La Russie tente de contourner les sanctions grâce à la finance islamique

Jakarta, 20 juillet 2015. Des roupies indonésiennes.

Jakarta, 20 juillet 2015. Des roupies indonésiennes.

Reuters
L’argent des investisseurs musulmans doit venir se substituer aux prêts des banques occidentales. Mais pour le faire, une réforme de la législation russe s’impose.

Les ressources des banques islamiques aideront à réaliser des projets d’infrastructures en Russie, a annoncé le 20 mai Sergueï Gorkov, patron de la banque Vnecheconombank, la plus grande institution de développement du pays, dans le cadre du sommet Russie – monde islamique : KazanSummmit qui s’est tenu à Kazan, capitale du Tatarstan (république russe sur la Volga).

« Le problème des investissements dans les infrastructures russes se pose avec acuité et le financement du monde islamique est vital pour la Russie », a souligné Sergueï Gorkov. Il estime que les premiers contrats dans ce domaine pourraient être signés dès l’automne prochain.

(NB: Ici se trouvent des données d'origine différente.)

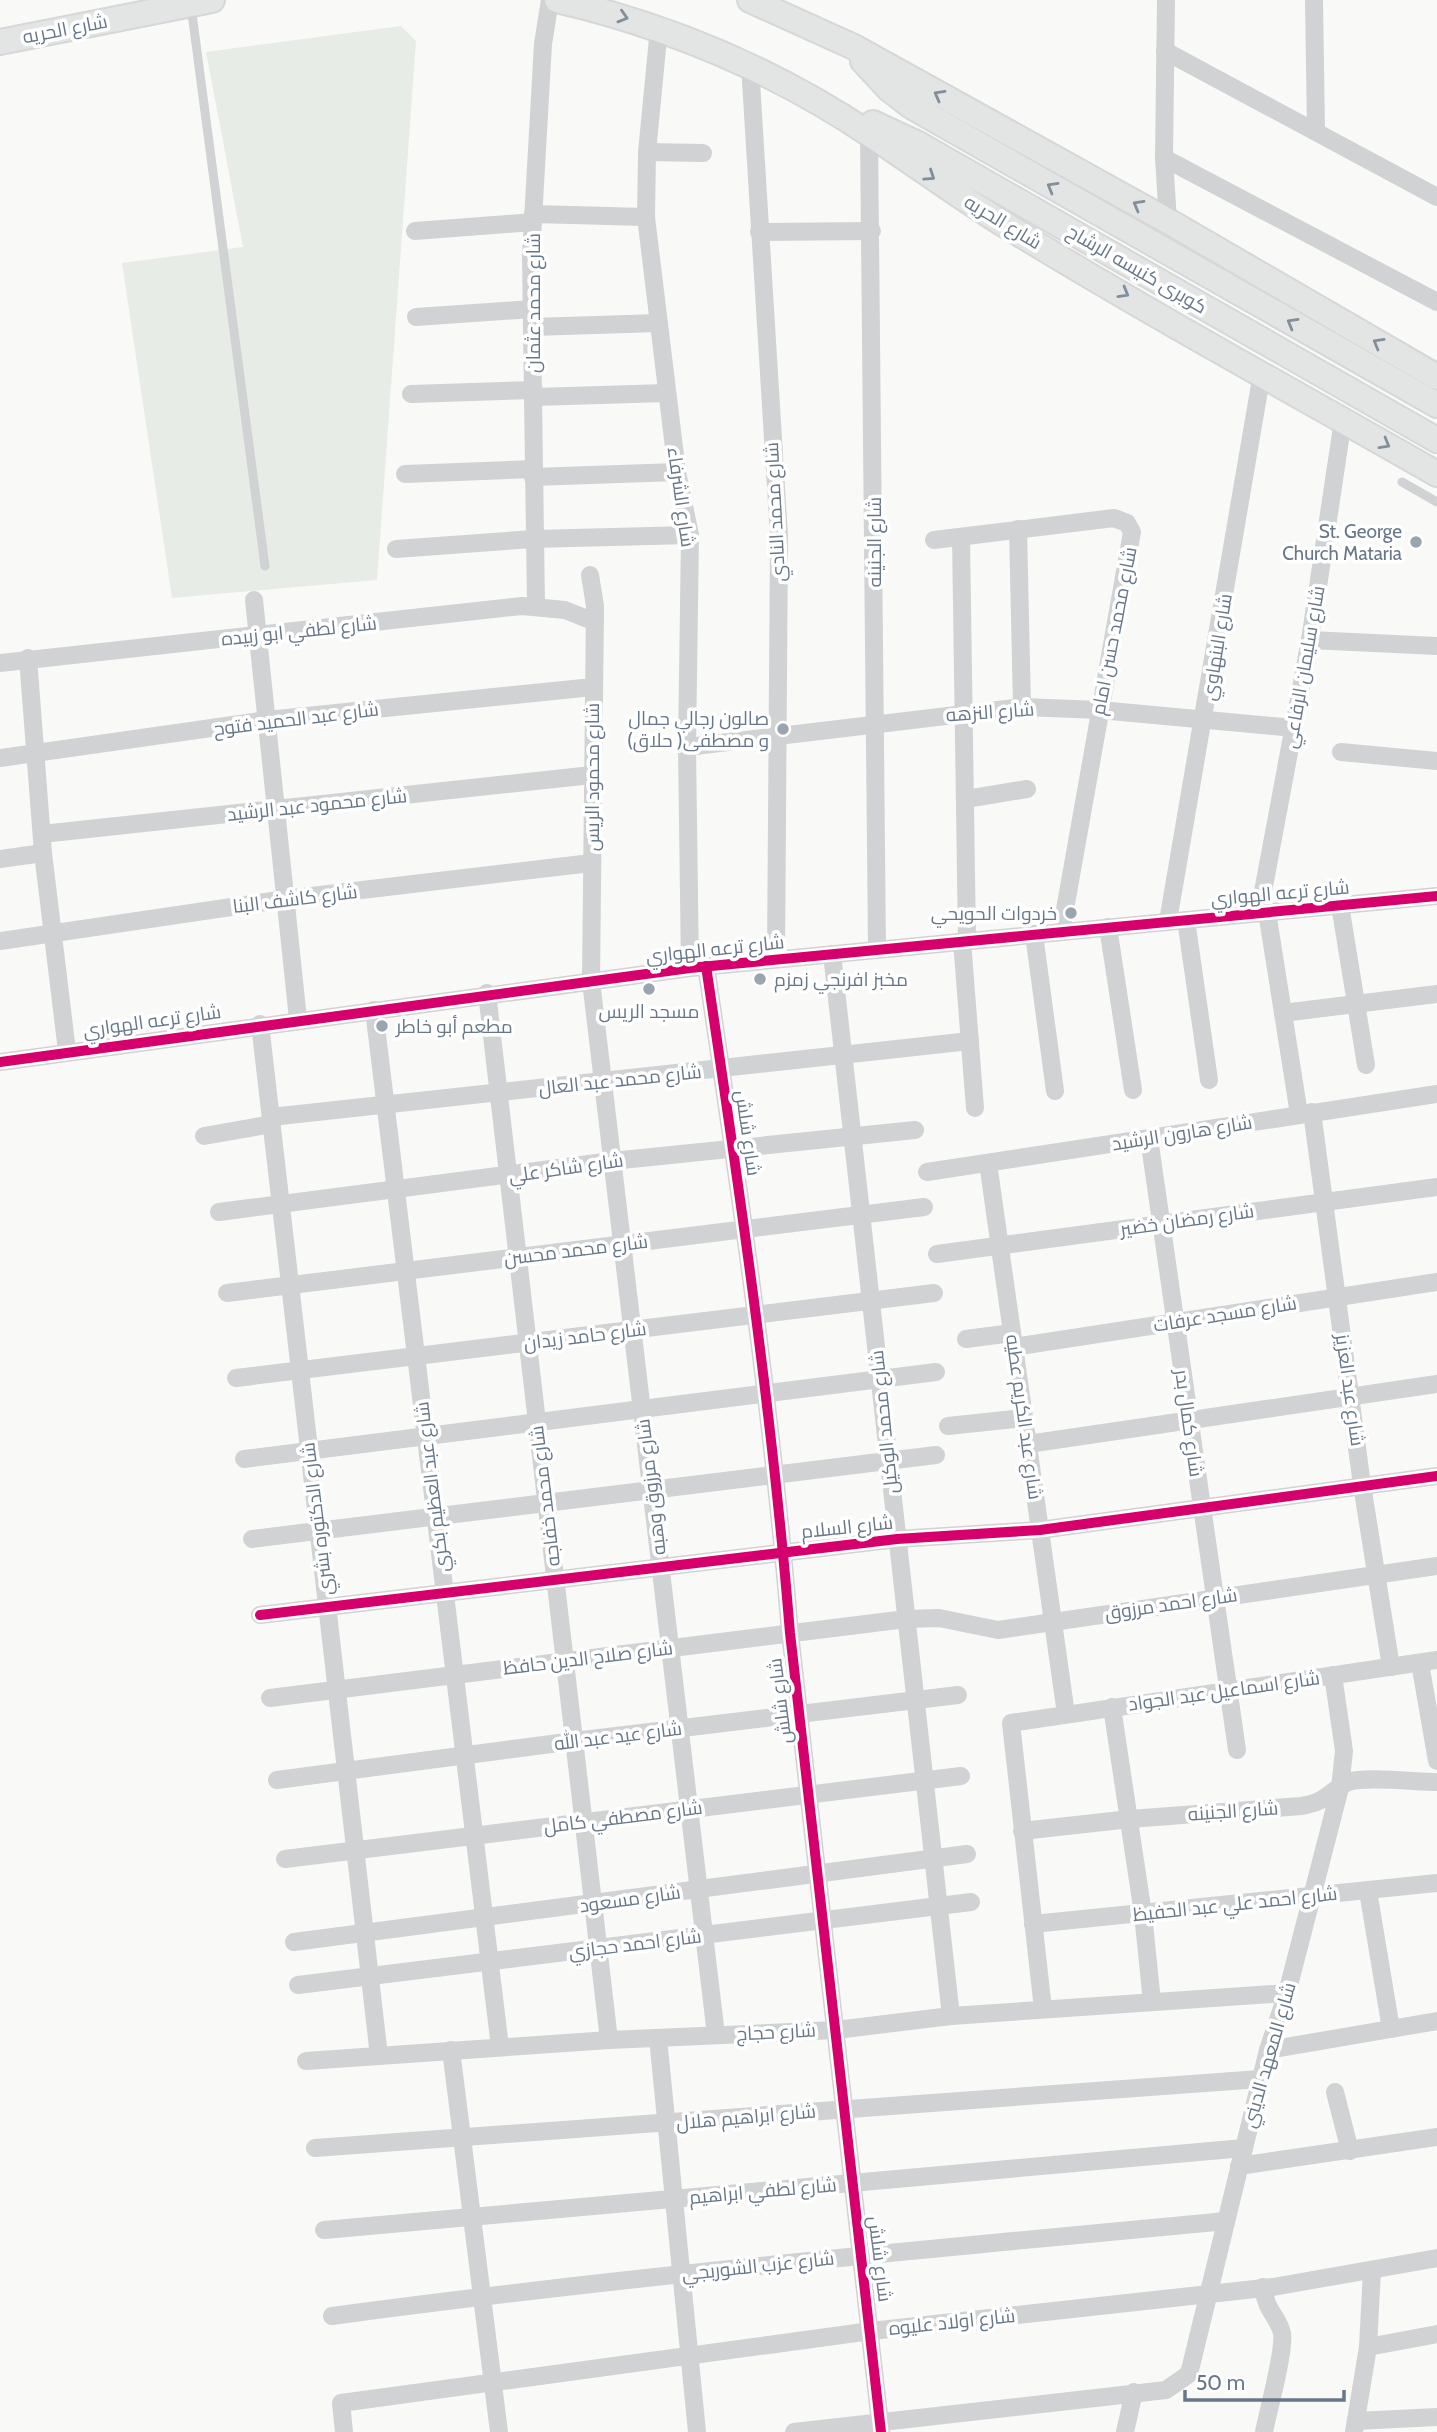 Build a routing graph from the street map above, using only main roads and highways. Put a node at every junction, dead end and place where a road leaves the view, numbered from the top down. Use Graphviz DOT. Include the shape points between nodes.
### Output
graph roads {
  1 [pos="557,0"];
  2 [pos="750,0"];
  3 [pos="201,2"];
  4 [pos="0,42"];
  5 [pos="854,47"];
  6 [pos="832,111"];
  7 [pos="1437,377"];
  8 [pos="1437,405"];
  9 [pos="1435,439"];
  10 [pos="1434,472"];
  1 -- 6 [label="main road, شارع الحريه, one-way" via="659,28 750,65"];
  2 -- 5 [label="main road"];
  3 -- 4 [label="main road, شارع الحريه"];
  7 -- 5 [label="main road, one-way"];
  8 -- 5 [label="main road, كوبرى كنيسه الرشاح, one-way" via="911,106 889,89"];
  6 -- 9 [label="main road, كوبرى كنيسه الرشاح" via="900,134"];
  6 -- 10 [label="main road, شارع الحريه, one-way" via="1004,224"];
}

Le président de l’Ingouchie (république du Caucase russe peuplée de musulmans), Iounous-Bek Ievkourov, a indiqué pour sa part que Vnecheconombank finançait d’ores et déjà certains projets halal dans la région.

Toutefois, constatent les experts en droit, le problème est que la banque islamique n’est pas conforme à la législation russe. En effet, ce principe suppose le recours aux marchandises dans les opérations monétaires et interdit l’intérêt. Qui plus est, dans la finance islamique, le créancier partage les risques de l’emprunteur, ce qui doit à ce système l’appellation de « banking de partenaires ». Or, toutes ces mesures n’existent pas dans la législation russe.

Les principales raisons

« La finance islamique connaît une croissance de 15% à 20% par an, notamment dans les pays non musulmans, par exemple en Irlande », a rappelé Roustam Minnikhanov, le chef de l’administration du Tatarstan. Il a fait remarquer que dans ce domaine, la Russie avait pris du retard sur les autres pays. A l’issue du KazanSummit 2015 déjà, où il avait été déclaré pour la première fois que la Russie drainerait des capitaux islamiques, la Banque centrale du pays a mis en place un groupe de travail pour le développement de la finance islamique et approuvé les principaux repères dans ce domaine pour 2016 et 2017. Mais on en est restés là.

Dans les régions russes, le banking islamique se développe, avant tout au Tatarstan où la majorité des habitants sont musulmans. L’une des plus grandes banques de la région, AK Bars, a conclu jusqu’ici deux transactions sur la base des principes de la finance islamique, en contournant pratiquement la législation en vigueur. Toutefois, la banque n’a été frappée d’aucune sanctions.

Vnecheconombank est prête pour sa part à soutenir les projets d’exportation russes vers les pays musulmans, a poursuivi Sergueï Gorkov. Selon lui, les exportations de la Russie dans les pays de l’Organisation de la coopération islamique (OCI) atteignent aujourd’hui plus de 2,6 milliards d’euros, mais pourrait encore augmenter de 50%.

« Nous constatons que l’Europe coopère intensément avec la finance islamique. Le président (Vladimir Poutine) a fixé l’objectif d’un rapprochement de la Russie avec le monde islamique, et ce rapprochement doit s’effectuer sur différents axes, notamment ceux de la finance, de la culture et tous les autres », a noté Roustam Minnikhanov.

Principaux obstacles

L’implantation du banking islamique est freinée par les législateurs russes. « La législation russe n’est pas encore prête à la mise en application de ces instruments », estime Evgueni Bouchmine, vice-président du Conseil de la Fédération (chambre haute du parlement russe) responsable de la politique fiscale.

Toutefois, a-t-il souligné, dans un contexte où les sociétés russes se voient refuser des prêts par les banques européennes et américaines, la finance islamique pourrait être d’un grand secours. « Le banking islamique ne crée pas de « bulles » et rend les transactions plus stables par rapport aux autres systèmes », a fait observer Evgueni Bouchmine. Il a ajouté que le chiffre d’affaire mondial du secteur dépassait 2 200 milliards d’euros.

Le grand problème est que la législation russe interdit aux banques de déployer des activités commerciales, a expliqué à RBTH Ilia Bareïcha, juriste du cabinet d’avocats Iegorov, Pouguinski, Afanassiev et partenaires. Mais les banques islamiques achètent et vendent des actifs autorisés par le droit musulman. Ce qui fait qu’en recourant à la technique du financement islamique, les banques russes ont le droit de conclure des transactions sur un nombre très limité d’actifs, par exemple, dans le domaine des métaux précieux. « On a l’impression qu’il n’existe pas pour l’instant de demande afin de mettre en place un régime spécial pour le financement islamique au sein de la législation russe », a-t-il indiqué pour conclure.